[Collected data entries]
•••••

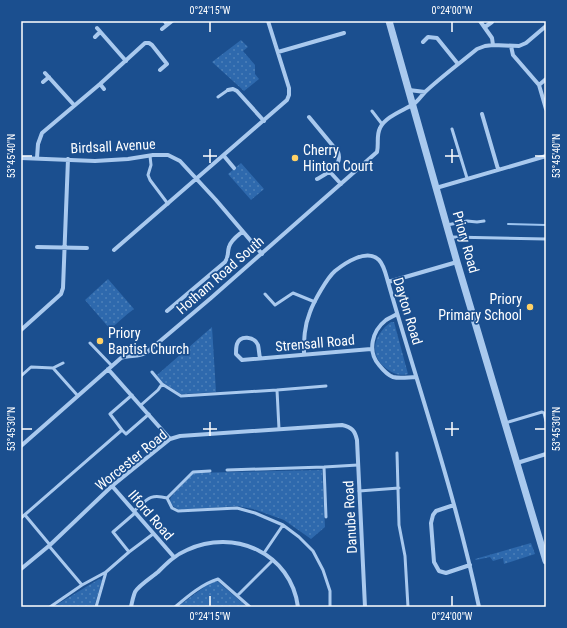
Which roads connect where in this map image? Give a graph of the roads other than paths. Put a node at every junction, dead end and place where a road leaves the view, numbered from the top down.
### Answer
1 (172, 21) edge
2 (268, 21) edge
3 (389, 21) edge
4 (480, 21) edge
5 (492, 22) edge
6 (166, 23) edge
7 (546, 26) edge
8 (97, 28) dead end
9 (485, 28) junction
10 (162, 29) dead end
11 (100, 32) junction
12 (344, 33) dead end
13 (95, 37) dead end
14 (423, 42) dead end
15 (493, 45) junction
16 (511, 46) junction
17 (278, 52) junction
18 (126, 62) junction
19 (458, 64) junction
20 (160, 70) dead end
21 (45, 73) dead end
22 (48, 77) junction
23 (546, 80) edge
24 (43, 82) dead end
25 (100, 84) junction
26 (539, 85) junction
27 (104, 89) dead end
28 (228, 90) joint
29 (409, 90) junction
30 (425, 92) junction
31 (218, 98) dead end
32 (74, 105) junction
33 (413, 105) junction
34 (546, 109) edge
35 (372, 111) dead end
36 (482, 114) dead end
37 (309, 117) dead end
38 (264, 121) junction
39 (382, 124) junction
40 (452, 129) dead end
41 (150, 156) junction
42 (224, 156) junction
43 (546, 156) edge
44 (21, 158) edge
45 (37, 158) junction
46 (68, 159) junction
47 (234, 168) dead end
48 (498, 169) junction
49 (330, 172) junction
50 (467, 178) junction
51 (197, 179) junction
52 (317, 179) dead end
53 (341, 184) junction
54 (436, 188) junction
55 (168, 204) junction
56 (484, 221) dead end
57 (447, 225) junction
58 (242, 232) junction
59 (450, 237) junction
60 (546, 239) edge
61 (37, 247) dead end
62 (65, 248) junction
63 (87, 248) dead end
64 (114, 250) dead end
65 (262, 254) junction
66 (457, 262) junction
67 (388, 282) junction
68 (265, 294) dead end
69 (315, 302) junction
70 (166, 311) dead end
71 (397, 314) junction
72 (21, 330) edge
73 (90, 343) dead end
74 (371, 349) junction
75 (304, 354) junction
76 (260, 358) junction
77 (63, 363) dead end
78 (53, 368) junction
79 (110, 368) junction
80 (152, 372) dead end
81 (21, 376) edge
82 (416, 377) junction
83 (162, 384) junction
84 (326, 386) dead end
85 (277, 390) junction
86 (132, 395) junction
87 (78, 396) junction
88 (140, 405) junction
89 (149, 414) junction
90 (546, 421) edge
91 (505, 423) junction
92 (352, 427) joint
93 (279, 429) junction
94 (122, 430) junction
95 (170, 439) junction
96 (21, 446) edge
97 (397, 452) dead end
98 (546, 454) edge
99 (517, 464) junction
100 (358, 465) junction
101 (324, 467) junction
102 (227, 470) dead end
103 (210, 471) dead end
104 (112, 486) junction
105 (398, 488) junction
106 (359, 490) junction
107 (167, 498) junction
108 (454, 505) junction
109 (134, 512) junction
110 (25, 515) junction
111 (326, 517) dead end
112 (21, 518) edge
113 (283, 525) junction
114 (153, 534) junction
115 (49, 545) junction
116 (129, 552) junction
117 (264, 553) junction
118 (174, 557) junction
119 (273, 560) junction
120 (546, 561) edge
121 (470, 565) junction
122 (21, 569) edge
123 (106, 572) junction
124 (82, 586) junction
125 (238, 595) junction
126 (50, 607) edge
127 (96, 607) edge
128 (131, 607) edge
129 (175, 607) edge
130 (250, 607) edge
131 (298, 607) edge
132 (330, 607) edge
133 (365, 607) edge
134 (408, 607) edge
135 (479, 607) edge

1 - 6 street
2 - 17 street
3 - 29 street, Priory Road
4 - 9 street
5 - 9 street
6 - 10 street
7 - 16 street
8 - 11 street
9 - 15 street
11 - 13 street
11 - 18 street
12 - 17 street
14 - 19 street
15 - 16 street
15 - 19 street
16 - 26 street
17 - 38 street
18 - 20 street
18 - 25 street
19 - 30 street
21 - 22 street
22 - 24 street
22 - 32 street
23 - 26 street
25 - 27 street
25 - 32 street
26 - 34 street
28 - 31 lane
28 - 38 street
29 - 30 street
29 - 33 street, Priory Road
30 - 33 street
32 - 45 street
33 - 39 street
33 - 54 street, Priory Road
35 - 39 lane
36 - 48 street
37 - 49 street
38 - 42 street
39 - 53 street, Hotham Road South
40 - 50 lane
41 - 46 street, Birdsall Avenue
41 - 51 street, Birdsall Avenue
41 - 55 lane
42 - 47 street
42 - 51 street
43 - 48 street
44 - 45 street, Birdsall Avenue
45 - 46 street, Birdsall Avenue
46 - 62 street
48 - 50 street
49 - 52 street
49 - 53 street
50 - 54 street
51 - 55 street
51 - 58 street, Birdsall Avenue
53 - 65 street, Hotham Road South
54 - 57 street, Priory Road
55 - 64 street
56 - 57 lane
57 - 59 street, Priory Road
58 - 65 street, Birdsall Avenue
58 - 70 street
59 - 60 lane
59 - 66 street, Priory Road
61 - 62 street
62 - 63 street
62 - 72 street
65 - 79 street, Hotham Road South
66 - 67 street
66 - 91 street, Priory Road
67 - 69 street, Dayton Road
67 - 71 street, Dayton Road
68 - 69 lane
69 - 75 street, Dayton Road
71 - 74 street, Strensall Road
71 - 82 street, Dayton Road
73 - 79 lane
74 - 75 street, Strensall Road
74 - 82 street, Strensall Road
75 - 76 street, Strensall Road
76 - 76 street, Strensall Road
77 - 78 lane
78 - 81 lane
78 - 87 lane
79 - 86 street
79 - 87 street, Hotham Road South
80 - 83 lane
82 - 108 street, Dayton Road
83 - 85 lane
83 - 88 lane
84 - 85 lane
85 - 93 lane
86 - 88 street
86 - 94 lane
87 - 96 street, Hotham Road South
88 - 89 street
89 - 94 lane
89 - 95 street
90 - 91 lane
91 - 99 street, Priory Road
92 - 93 street, Worcester Road
92 - 100 street, Danube Road
93 - 95 street, Worcester Road
94 - 110 lane
95 - 104 street, Worcester Road
97 - 105 lane
98 - 99 street
99 - 120 street, Priory Road
100 - 101 lane
100 - 106 street, Danube Road
101 - 102 lane
101 - 111 lane
103 - 107 lane
104 - 109 street, Ilford Road
104 - 115 street, Worcester Road
105 - 106 lane
105 - 134 lane
106 - 133 street, Danube Road
107 - 109 lane
107 - 113 lane
108 - 121 street, Dayton Road
108 - 121 street
109 - 114 street, Ilford Road
109 - 116 lane
110 - 112 lane
110 - 115 lane
113 - 117 lane
113 - 132 lane
114 - 116 lane
114 - 118 street, Ilford Road
115 - 122 street, Worcester Road
115 - 124 lane
116 - 123 lane
117 - 118 street
117 - 119 street
118 - 128 street
119 - 125 lane
119 - 131 street
121 - 135 street, Dayton Road
123 - 124 lane
123 - 127 lane
124 - 126 lane
125 - 129 lane
125 - 130 lane

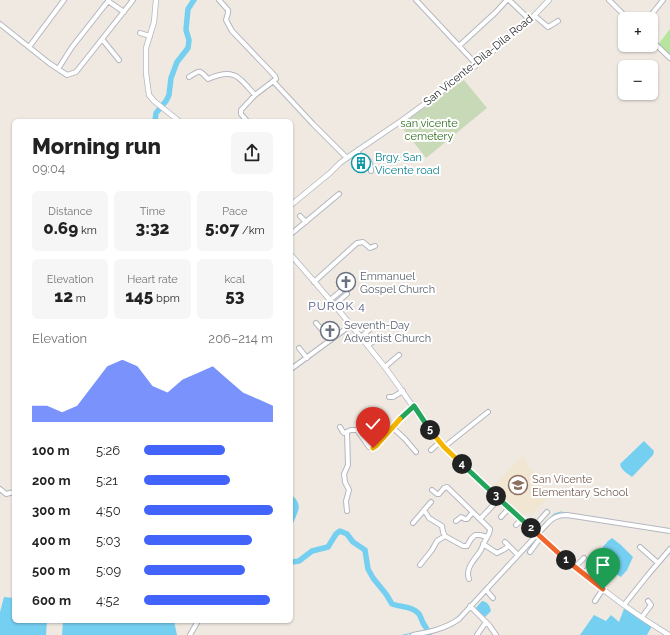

•••••

Could you output the full set of entries exactly, skipping every picture?

RESPONSE BELOW:
Which roads connect where in this map image? Give a graph of the roads other than paths. Put a node at every junction, dead end and place where a road leaves the view, numbered from the top down.
### Answer
1 (172, 21) edge
2 (268, 21) edge
3 (389, 21) edge
4 (480, 21) edge
5 (492, 22) edge
6 (166, 23) edge
7 (546, 26) edge
8 (97, 28) dead end
9 (485, 28) junction
10 (162, 29) dead end
11 (100, 32) junction
12 (344, 33) dead end
13 (95, 37) dead end
14 (423, 42) dead end
15 (493, 45) junction
16 (511, 46) junction
17 (278, 52) junction
18 (126, 62) junction
19 (458, 64) junction
20 (160, 70) dead end
21 (45, 73) dead end
22 (48, 77) junction
23 (546, 80) edge
24 (43, 82) dead end
25 (100, 84) junction
26 (539, 85) junction
27 (104, 89) dead end
28 (228, 90) joint
29 (409, 90) junction
30 (425, 92) junction
31 (218, 98) dead end
32 (74, 105) junction
33 (413, 105) junction
34 (546, 109) edge
35 (372, 111) dead end
36 (482, 114) dead end
37 (309, 117) dead end
38 (264, 121) junction
39 (382, 124) junction
40 (452, 129) dead end
41 (150, 156) junction
42 (224, 156) junction
43 (546, 156) edge
44 (21, 158) edge
45 (37, 158) junction
46 (68, 159) junction
47 (234, 168) dead end
48 (498, 169) junction
49 (330, 172) junction
50 (467, 178) junction
51 (197, 179) junction
52 (317, 179) dead end
53 (341, 184) junction
54 (436, 188) junction
55 (168, 204) junction
56 (484, 221) dead end
57 (447, 225) junction
58 (242, 232) junction
59 (450, 237) junction
60 (546, 239) edge
61 (37, 247) dead end
62 (65, 248) junction
63 (87, 248) dead end
64 (114, 250) dead end
65 (262, 254) junction
66 (457, 262) junction
67 (388, 282) junction
68 (265, 294) dead end
69 (315, 302) junction
70 (166, 311) dead end
71 (397, 314) junction
72 (21, 330) edge
73 (90, 343) dead end
74 (371, 349) junction
75 (304, 354) junction
76 (260, 358) junction
77 (63, 363) dead end
78 (53, 368) junction
79 (110, 368) junction
80 (152, 372) dead end
81 (21, 376) edge
82 (416, 377) junction
83 (162, 384) junction
84 (326, 386) dead end
85 (277, 390) junction
86 (132, 395) junction
87 (78, 396) junction
88 (140, 405) junction
89 (149, 414) junction
90 (546, 421) edge
91 (505, 423) junction
92 (352, 427) joint
93 (279, 429) junction
94 (122, 430) junction
95 (170, 439) junction
96 (21, 446) edge
97 (397, 452) dead end
98 (546, 454) edge
99 (517, 464) junction
100 (358, 465) junction
101 (324, 467) junction
102 (227, 470) dead end
103 (210, 471) dead end
104 (112, 486) junction
105 (398, 488) junction
106 (359, 490) junction
107 (167, 498) junction
108 (454, 505) junction
109 (134, 512) junction
110 (25, 515) junction
111 (326, 517) dead end
112 (21, 518) edge
113 (283, 525) junction
114 (153, 534) junction
115 (49, 545) junction
116 (129, 552) junction
117 (264, 553) junction
118 (174, 557) junction
119 (273, 560) junction
120 (546, 561) edge
121 (470, 565) junction
122 (21, 569) edge
123 (106, 572) junction
124 (82, 586) junction
125 (238, 595) junction
126 (50, 607) edge
127 (96, 607) edge
128 (131, 607) edge
129 (175, 607) edge
130 (250, 607) edge
131 (298, 607) edge
132 (330, 607) edge
133 (365, 607) edge
134 (408, 607) edge
135 (479, 607) edge

1 - 6 street
2 - 17 street
3 - 29 street, Priory Road
4 - 9 street
5 - 9 street
6 - 10 street
7 - 16 street
8 - 11 street
9 - 15 street
11 - 13 street
11 - 18 street
12 - 17 street
14 - 19 street
15 - 16 street
15 - 19 street
16 - 26 street
17 - 38 street
18 - 20 street
18 - 25 street
19 - 30 street
21 - 22 street
22 - 24 street
22 - 32 street
23 - 26 street
25 - 27 street
25 - 32 street
26 - 34 street
28 - 31 lane
28 - 38 street
29 - 30 street
29 - 33 street, Priory Road
30 - 33 street
32 - 45 street
33 - 39 street
33 - 54 street, Priory Road
35 - 39 lane
36 - 48 street
37 - 49 street
38 - 42 street
39 - 53 street, Hotham Road South
40 - 50 lane
41 - 46 street, Birdsall Avenue
41 - 51 street, Birdsall Avenue
41 - 55 lane
42 - 47 street
42 - 51 street
43 - 48 street
44 - 45 street, Birdsall Avenue
45 - 46 street, Birdsall Avenue
46 - 62 street
48 - 50 street
49 - 52 street
49 - 53 street
50 - 54 street
51 - 55 street
51 - 58 street, Birdsall Avenue
53 - 65 street, Hotham Road South
54 - 57 street, Priory Road
55 - 64 street
56 - 57 lane
57 - 59 street, Priory Road
58 - 65 street, Birdsall Avenue
58 - 70 street
59 - 60 lane
59 - 66 street, Priory Road
61 - 62 street
62 - 63 street
62 - 72 street
65 - 79 street, Hotham Road South
66 - 67 street
66 - 91 street, Priory Road
67 - 69 street, Dayton Road
67 - 71 street, Dayton Road
68 - 69 lane
69 - 75 street, Dayton Road
71 - 74 street, Strensall Road
71 - 82 street, Dayton Road
73 - 79 lane
74 - 75 street, Strensall Road
74 - 82 street, Strensall Road
75 - 76 street, Strensall Road
76 - 76 street, Strensall Road
77 - 78 lane
78 - 81 lane
78 - 87 lane
79 - 86 street
79 - 87 street, Hotham Road South
80 - 83 lane
82 - 108 street, Dayton Road
83 - 85 lane
83 - 88 lane
84 - 85 lane
85 - 93 lane
86 - 88 street
86 - 94 lane
87 - 96 street, Hotham Road South
88 - 89 street
89 - 94 lane
89 - 95 street
90 - 91 lane
91 - 99 street, Priory Road
92 - 93 street, Worcester Road
92 - 100 street, Danube Road
93 - 95 street, Worcester Road
94 - 110 lane
95 - 104 street, Worcester Road
97 - 105 lane
98 - 99 street
99 - 120 street, Priory Road
100 - 101 lane
100 - 106 street, Danube Road
101 - 102 lane
101 - 111 lane
103 - 107 lane
104 - 109 street, Ilford Road
104 - 115 street, Worcester Road
105 - 106 lane
105 - 134 lane
106 - 133 street, Danube Road
107 - 109 lane
107 - 113 lane
108 - 121 street, Dayton Road
108 - 121 street
109 - 114 street, Ilford Road
109 - 116 lane
110 - 112 lane
110 - 115 lane
113 - 117 lane
113 - 132 lane
114 - 116 lane
114 - 118 street, Ilford Road
115 - 122 street, Worcester Road
115 - 124 lane
116 - 123 lane
117 - 118 street
117 - 119 street
118 - 128 street
119 - 125 lane
119 - 131 street
121 - 135 street, Dayton Road
123 - 124 lane
123 - 127 lane
124 - 126 lane
125 - 129 lane
125 - 130 lane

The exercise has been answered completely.